The Transporter Interface class can even be abstract,
never instantiated on its own. In which case, the Transporter Interface might
define only the signature of the executeTransport operation, whereas the
descendant classes implement it.
Some object-oriented languages, such as C++, use the class hierarchy as a
type hierarchy, forcing the designer to use inheritance to subtype in the design
model. Others, such as Smalltalk-80, have no type checking at compile time. If
the objects cannot respond to a received message they will generate an error
message.
It may be a good idea to use generalization to indicate subtype relationships
even in languages without type checking. In some cases, you should use
generalization to make the object model and source code easier to understand and
maintain, regardless of whether the language allows it. Whether or not this use
of inheritance is good style depends heavily on the conventions of the
programming language.
Subclassing constitutes the reuse aspect of generalization. When subclassing,
you consider what parts of an implementation you can reuse by inheriting
properties defined by other classes. Subclassing saves labor and lets you reuse
code when implementing a particular class.
Example
In the Smalltalk-80 class library, the class Dictionary
inherits properties from Set.
The reason for this generalization is that Dictionary can
then reuse some general methods and storage strategies from the implementation
of Set. Even though a Dictionary can be seen as a Set (containing key-value
pairs), Dictionary is not a subtype of Set because you cannot add just any kind
of object to a Dictionary (only key-value pairs). Objects that use Dictionary
are not aware that it actually is a Set.
Subclassing often leads to illogical inheritance hierarchies that are
difficult to understand and to maintain. Therefore, it is not recommended that
you use inheritance only for reuse, unless something else is recommended in
using your programming language. Maintenance of this kind of reuse is usually
quite tricky. Any change in the class Set can imply large changes of all classes
inheriting the class Set. Be aware of this and inherit only stable classes.
Inheritance will actually freeze the implementation of the class Set, because
changes to it are too expensive.
The use of generalization relationships in design should depend heavily on
the semantics and proposed use of inheritance in the programming language.
Object-oriented languages support inheritance between classes, but
nonobject-oriented languages do not. You should handle language characteristics
in the design model. If you are using a language that does not support
inheritance, or multiple inheritance, you must simulate inheritance in the
implementation. In which case, it is better to model the simulation in the
design model and not use generalizations to describe inheritance structures.

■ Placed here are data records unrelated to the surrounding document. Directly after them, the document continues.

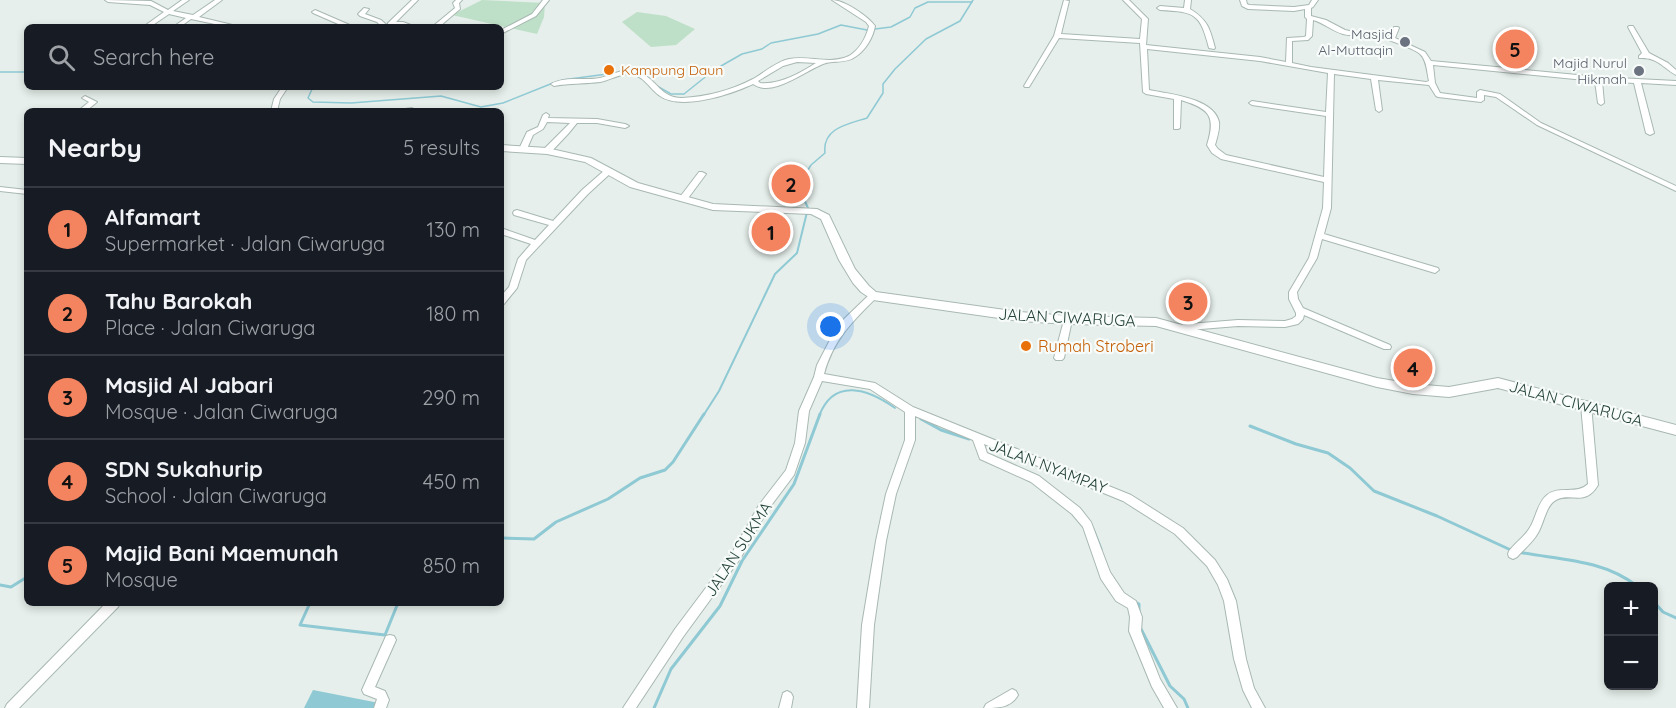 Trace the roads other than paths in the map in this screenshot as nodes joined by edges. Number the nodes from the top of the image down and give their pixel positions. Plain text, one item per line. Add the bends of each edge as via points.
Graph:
1 (108, 0) edge
2 (186, 0) edge
3 (219, 0) edge
4 (415, 0) edge
5 (459, 0) edge
6 (546, 0) edge
7 (835, 0) edge
8 (1126, 0) edge
9 (1188, 0) edge
10 (1243, 0) edge
11 (1315, 0) edge
12 (1066, 1) edge
13 (1308, 6) junction
14 (366, 9) dead end
15 (1160, 9) dead end
16 (1187, 10) junction
17 (168, 12) junction
18 (315, 12) dead end
19 (192, 17) junction
20 (1310, 18) junction
21 (150, 24) edge
22 (181, 24) edge
23 (224, 24) edge
24 (343, 24) edge
25 (386, 24) edge
26 (389, 24) edge
27 (439, 24) edge
28 (1631, 27) dead end
29 (1396, 28) dead end
30 (504, 30) edge
31 (1057, 36) junction
32 (1391, 39) junction
33 (1143, 44) junction
34 (1212, 48) dead end
35 (1511, 49) dead end
36 (822, 62) junction
37 (1429, 63) junction
38 (1289, 64) junction
39 (1331, 72) junction
40 (1523, 72) junction
41 (1676, 73) edge
42 (1374, 77) junction
43 (1598, 79) junction
44 (754, 81) junction
45 (1637, 81) junction
46 (1676, 83) edge
47 (554, 84) dead end
48 (1432, 84) junction
49 (1026, 86) dead end
50 (283, 90) edge
51 (1178, 97) junction
52 (85, 98) dead end
53 (1252, 103) dead end
54 (1600, 103) dead end
55 (85, 108) edge
56 (275, 108) edge
57 (1379, 110) dead end
58 (1329, 114) junction
59 (575, 120) junction
60 (625, 126) dead end
61 (1176, 128) dead end
62 (1650, 133) dead end
63 (504, 148) edge
64 (523, 149) junction
65 (547, 151) junction
66 (0, 161) edge
67 (24, 161) edge
68 (609, 171) junction
69 (702, 174) dead end
70 (1327, 180) junction
71 (0, 189) edge
72 (1676, 189) edge
73 (24, 192) edge
74 (683, 199) junction
75 (517, 213) dead end
76 (554, 224) junction
77 (504, 232) edge
78 (1321, 236) junction
79 (536, 243) junction
80 (1435, 270) dead end
81 (873, 296) junction
82 (504, 298) edge
83 (1300, 309) junction
84 (1068, 320) junction
85 (1176, 328) junction
86 (1387, 347) dead end
87 (1059, 358) dead end
88 (819, 377) junction
89 (1586, 405) junction
90 (910, 410) junction
91 (1676, 430) edge
92 (977, 438) junction
93 (1513, 554) dead end
94 (111, 606) edge
95 (390, 640) dead end
96 (1012, 695) dead end
97 (11, 708) edge
98 (380, 708) edge
99 (629, 708) edge
100 (863, 708) edge
101 (990, 708) edge
102 (1171, 708) edge
103 (1259, 708) edge

1 - 17 street via 151,3
2 - 17 street
3 - 19 street
4 - 26 street
5 - 27 street via 458,8
6 - 30 street via 534,15
7 - 36 street via 868,21 873,29 850,57
8 - 33 street via 1145,19
9 - 16 street
10 - 13 street via 1248,7
11 - 13 street
12 - 31 street
13 - 20 street
14 - 25 street via 361,15
15 - 16 street
16 - 34 street via 1207,24
17 - 19 street
17 - 21 street
18 - 24 street
19 - 22 street
19 - 23 street
20 - 32 street via 1343,32
20 - 38 street via 1306,39 1288,39
28 - 41 street via 1643,56 1666,63
29 - 32 street
31 - 33 street
31 - 49 street
32 - 37 street via 1423,53
33 - 38 street
33 - 51 street via 1146,92
35 - 40 street
36 - 44 street via 789,61
36 - 44 street via 804,74 766,86
37 - 40 street
37 - 48 street
38 - 39 street
39 - 42 street
39 - 58 street
40 - 43 street
42 - 48 street
42 - 57 street
43 - 45 street
43 - 54 street
44 - 47 street via 683,100 665,98 631,72 601,80
45 - 46 street
45 - 62 street
48 - 72 street via 1440,96 1478,101 1482,100 1480,92 1498,95 1539,124
50 - 56 street
51 - 61 street
51 - 70 street via 1211,113 1215,124 1211,145 1224,157
52 - 55 street via 94,102
53 - 58 street
58 - 70 street
59 - 60 street
59 - 64 street via 546,117
59 - 65 street
63 - 64 street
64 - 65 street
65 - 68 street via 588,160
66 - 67 street
68 - 74 street via 634,185
68 - 76 street
69 - 74 street
70 - 78 street
71 - 73 street
74 - 81 street via 713,207 808,211 825,217 850,269
75 - 76 street
76 - 79 street
77 - 79 street
78 - 80 street
78 - 83 street via 1293,292
79 - 82 street via 522,259 513,288
81 - 84 street, JALAN CIWARUGA
81 - 88 street via 835,338
83 - 85 street via 1300,317 1285,324
83 - 86 street
84 - 85 street, JALAN CIWARUGA via 1156,322
84 - 87 street
85 - 89 street, JALAN CIWARUGA via 1384,384 1448,392 1498,382
88 - 90 street, JALAN NYAMPAY via 872,387
88 - 99 street, JALAN SUKMA via 804,411 800,443 790,472
89 - 91 street, JALAN CIWARUGA
89 - 93 street via 1593,485 1583,495 1549,499 1530,539
90 - 92 street, JALAN NYAMPAY
90 - 100 street via 910,440 891,494 881,541 868,625
92 - 102 street via 983,456 1035,479 1087,525 1105,574 1120,597 1132,605 1135,631
92 - 103 street, JALAN NYAMPAY via 1127,498 1179,531 1211,563 1223,583 1240,659
94 - 97 street
95 - 98 street via 368,690 381,694
96 - 101 street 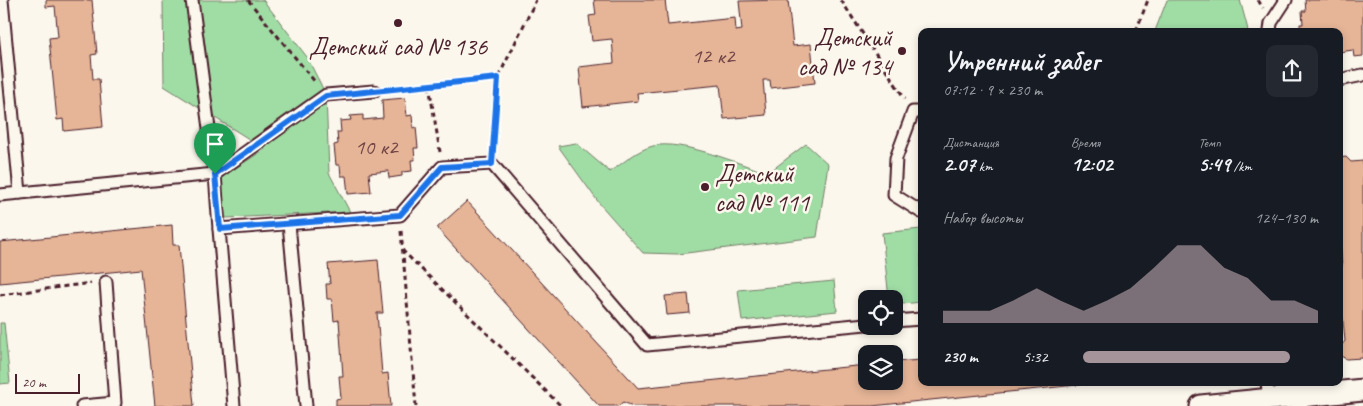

Modeling inheritance structures with generalizations, and then simulating
inheritance in the implementation, can ruin the design.
If you are using a language that does not support inheritance, or multiple
inheritance, you must simulate inheritance in the implementation. In this case,
it is best to model the simulation in the design model and not use
generalizations to describe inheritance structures. Modeling inheritance
structures with generalizations, and then only simulating inheritance in the
implementation can ruin the design.
You will probably have to change the interfaces and other object properties
during simulation. It is recommended that you simulate inheritance in one of the
following ways:
- By letting the descendant forward messages to the ancestor.
- By duplicating the code of the ancestor in each descendant. In this case,
no ancestor class is created.
Example
In this example the descendants forward messages to the
ancestor via links that are instances of associations.
Behavior common to Can, Bottle, and Crate objects is
assigned to a special class. Objects for which this behavior is common send a
message to a Deposit Item object to perform the behavior when necessary.